Light Material Interaction Basics

Overview

In rendering we only need to compute lighting that reaches the eye/camera. To achieve real-time requirements (> ~25fps), we accept approximations to get faster rendering. On the other hand we have the luxury to be able to create non realistic, more controllable lighting.

The need for the latter can be seen in the movie industry where big effort is made to adjust the lighting to meet the artistic vision. The quality and the control of our methods is constantly rising as more sophisticated methods are discovered and hardware becomes faster and expectations rise.

Direct Lighting

Direct Lighting comes from some light emitters such as point lights and the sun. As direct light has some direction (directional or from some point), the occlusion problem can be efficiently solved by using shadow maps.

Indirect Lighting

Indirect Lighting is the light that bounces from some geometry or atmospherics. In reality the number of bounces is not bound but for performance and control a single bounce is is quite a good approximation for real-time games. As indirect light does not have a clear direction, the shadow map techniques don't work well here. This is where ambient occlusion provides better results.

The sky hemisphere can be considered part of the indirect lighting (bounce from the atmosphere, not very directional, AO instead of shadow maps).

Ambient is a common solution to approximate the effect of indirect lighting very efficiently and simply. This approximation works well with small diffuse objects in dull environments (same lighting from every direction). Classical ambient is not affected by the normal and objects often look flat if solely lit by ambient.

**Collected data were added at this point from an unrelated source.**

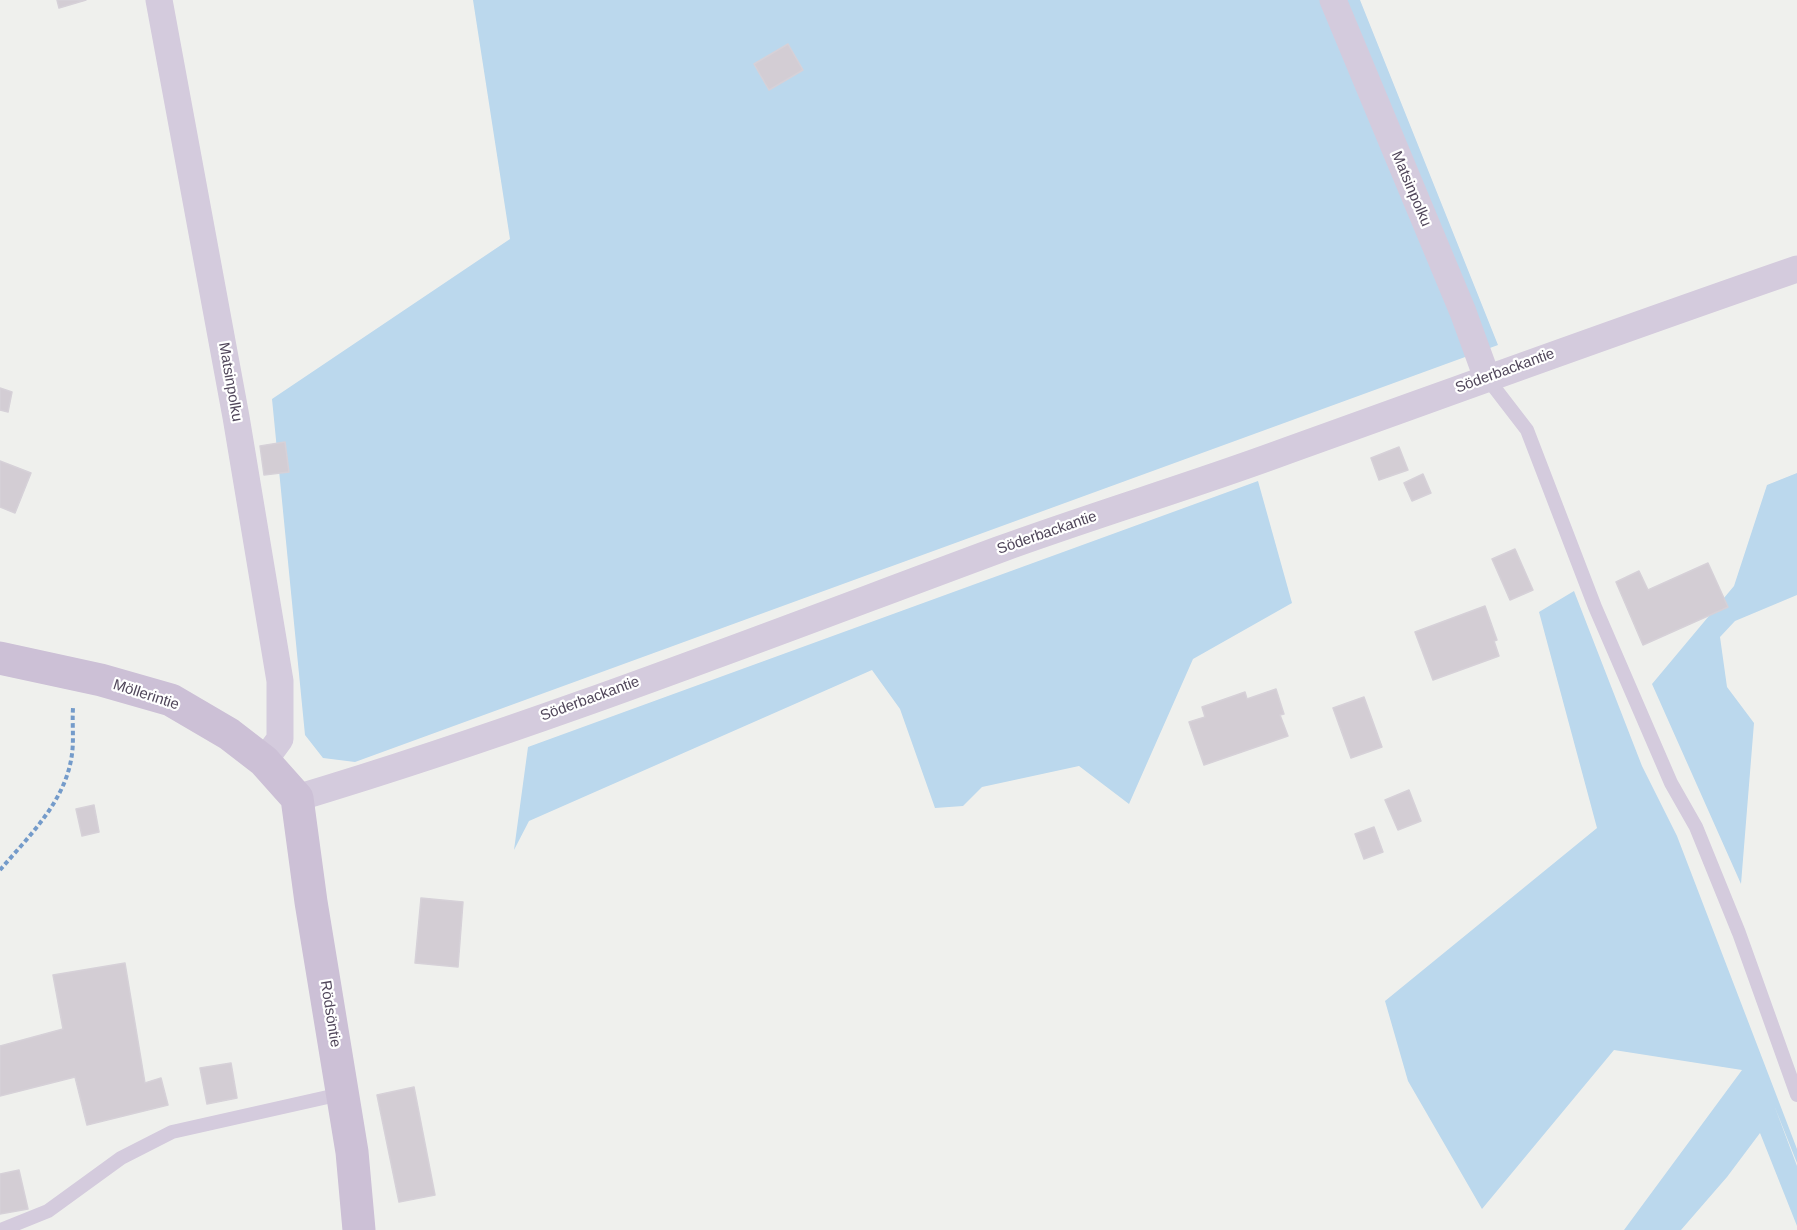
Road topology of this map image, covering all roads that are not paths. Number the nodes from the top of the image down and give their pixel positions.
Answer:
1 (159, 0) edge
2 (1333, 0) edge
3 (1797, 269) edge
4 (1487, 378) junction
5 (0, 658) edge
6 (264, 761) junction
7 (297, 798) junction
8 (341, 1094) junction
9 (1797, 1095) edge
10 (1, 1230) edge
11 (359, 1230) edge

1 - 6 street, Matsinpolku
2 - 4 street, Matsinpolku
3 - 4 street, Söderbackantie
4 - 7 street, Söderbackantie
4 - 9 lane
5 - 6 street, Möllerintie
6 - 7 street, Möllerintie
7 - 8 street, Rödsöntie
8 - 10 lane
8 - 11 street, Rödsöntie

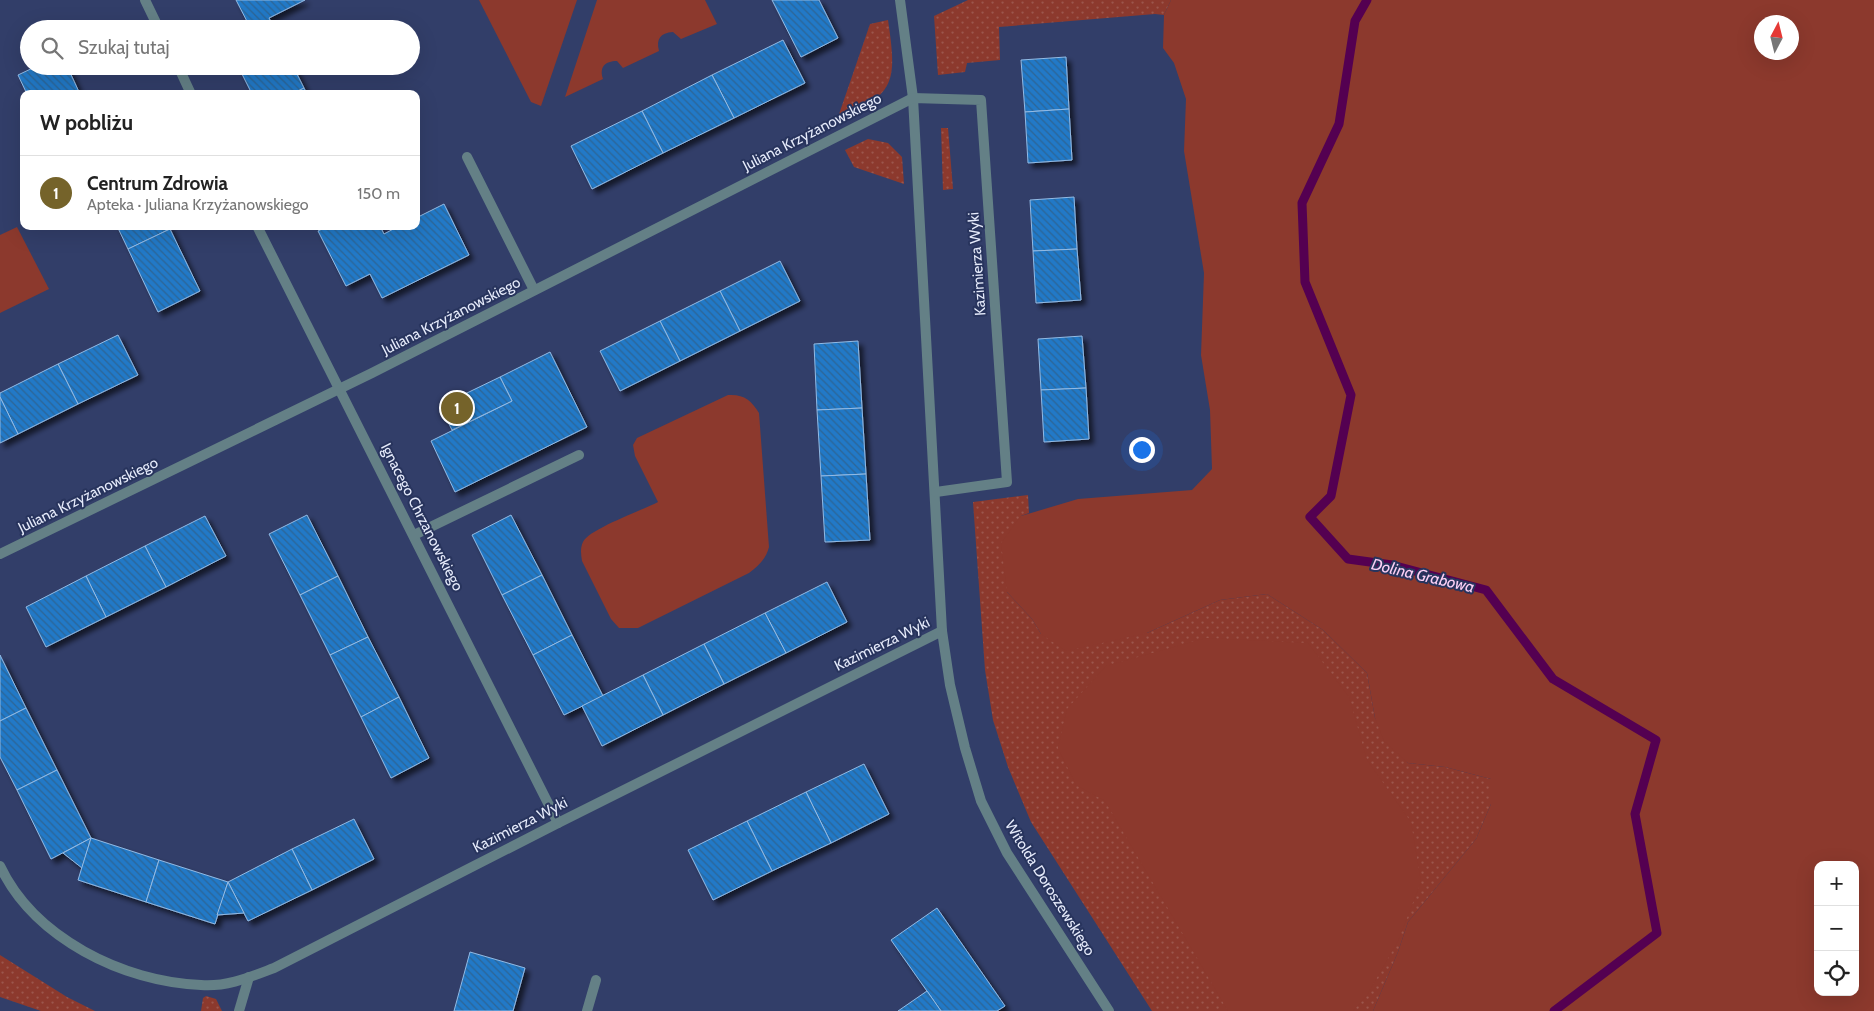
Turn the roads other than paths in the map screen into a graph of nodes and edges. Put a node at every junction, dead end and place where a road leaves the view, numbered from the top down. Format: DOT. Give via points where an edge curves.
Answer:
graph roads {
  1 [pos="145,0"];
  2 [pos="900,0"];
  3 [pos="155,20"];
  4 [pos="182,75"];
  5 [pos="190,90"];
  6 [pos="913,98"];
  7 [pos="467,157"];
  8 [pos="259,230"];
  9 [pos="534,290"];
  10 [pos="339,389"];
  11 [pos="579,455"];
  12 [pos="936,492"];
  13 [pos="414,535"];
  14 [pos="0,554"];
  15 [pos="942,630"];
  16 [pos="558,823"];
  17 [pos="0,866"];
  18 [pos="249,977"];
  19 [pos="596,980"];
  20 [pos="239,1011"];
  21 [pos="587,1011"];
  22 [pos="1109,1011"];
  1 -- 3 [label="street"];
  2 -- 6 [label="street, Kazimierza Wyki"];
  4 -- 5 [label="street"];
  6 -- 9 [label="street, Juliana Krzyżanowskiego"];
  6 -- 12 [label="street, Kazimierza Wyki"];
  6 -- 12 [label="street, Kazimierza Wyki" via="981,100 1007,482"];
  7 -- 9 [label="street"];
  8 -- 10 [label="street, Ignacego Chrzanowskiego"];
  9 -- 10 [label="street, Juliana Krzyżanowskiego"];
  10 -- 13 [label="street, Ignacego Chrzanowskiego"];
  10 -- 14 [label="street, Juliana Krzyżanowskiego"];
  11 -- 13 [label="street"];
  12 -- 15 [label="street, Kazimierza Wyki"];
  13 -- 16 [label="street, Ignacego Chrzanowskiego"];
  15 -- 16 [label="street, Kazimierza Wyki"];
  15 -- 22 [label="street, Witolda Doroszewskiego" via="950,684 981,802 1007,853"];
  16 -- 18 [label="street, Kazimierza Wyki" via="274,968"];
  17 -- 18 [label="street, Kazimierza Wyki" via="26,904 51,929 78,949 105,962 157,978 202,986 238,982"];
  18 -- 20 [label="street"];
  19 -- 21 [label="street"];
}
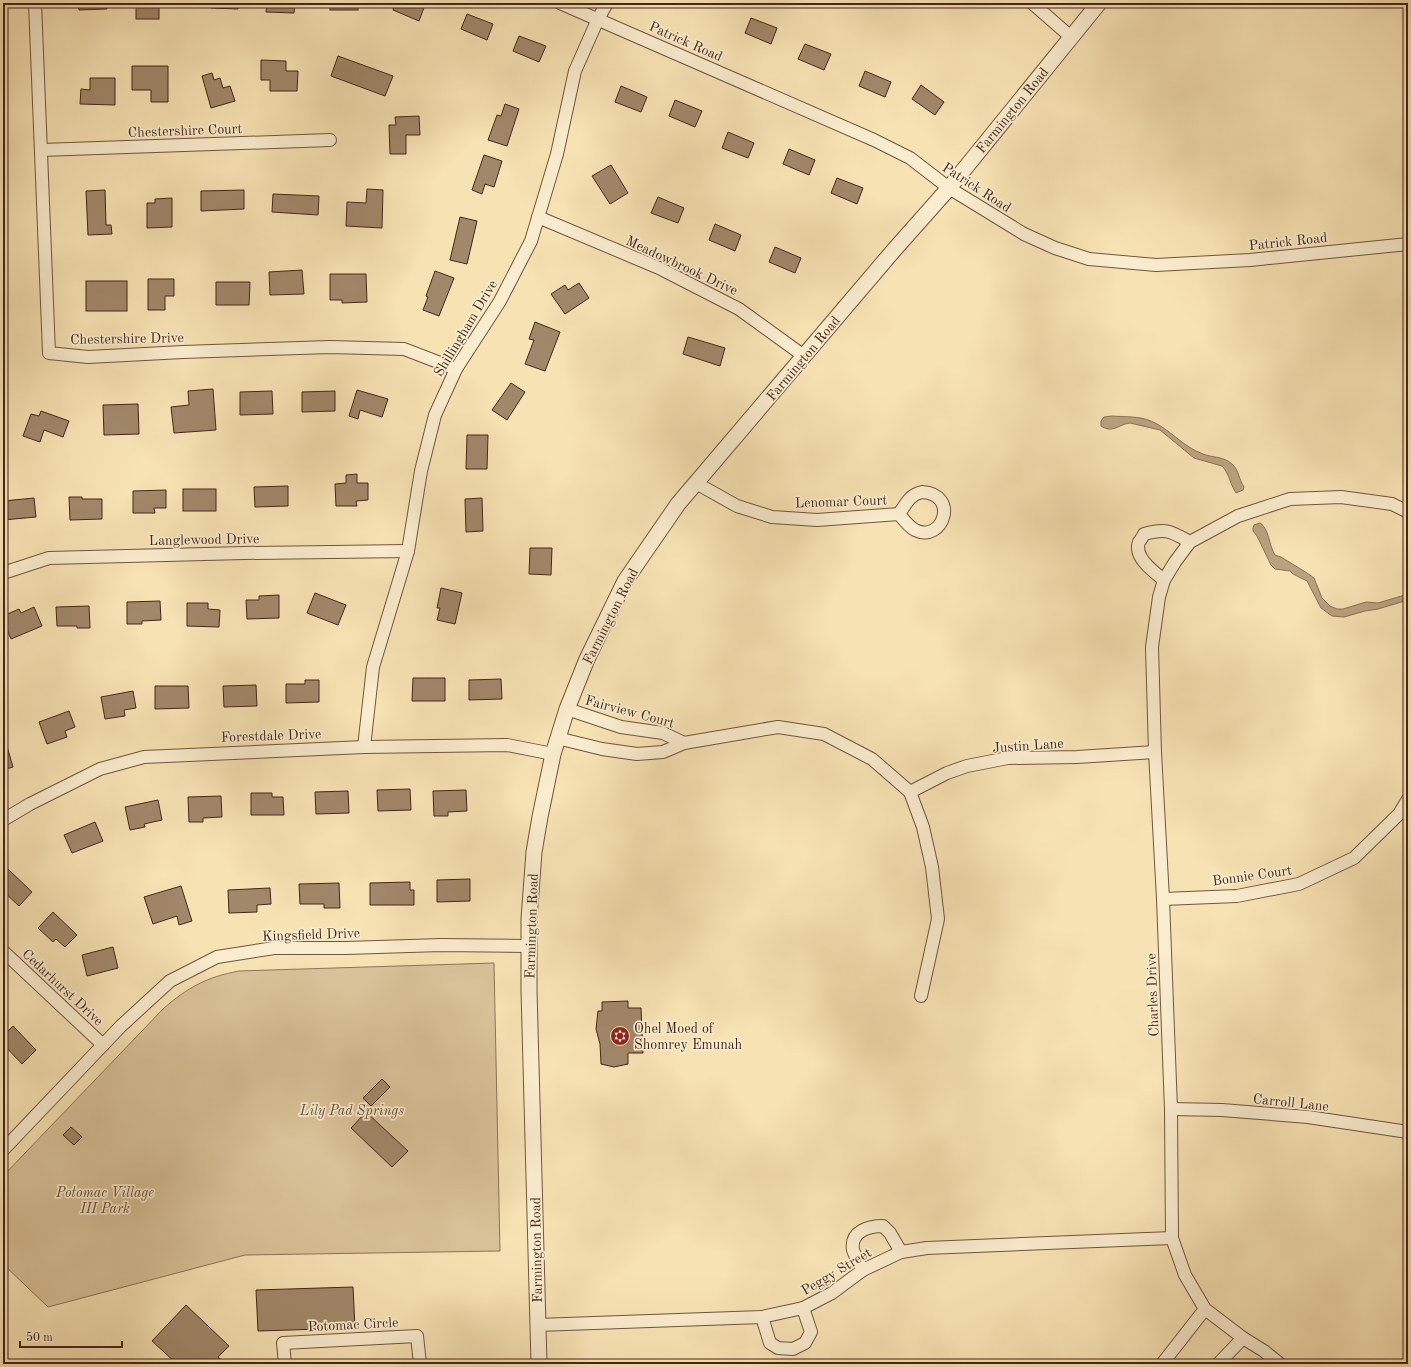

This is where light probes can produce a nicer ambient lighting. They can be locally blended and are based on Image Based Lighting.

Result

After we have computed the amount of light that reaches the camera for each pixel on the screen, we have three values (red, green, blue) that we could display. The values are >=0 but not generally bound and as the display device has a limited range, we need to transform the high dynamic range values to some format that the output device supports.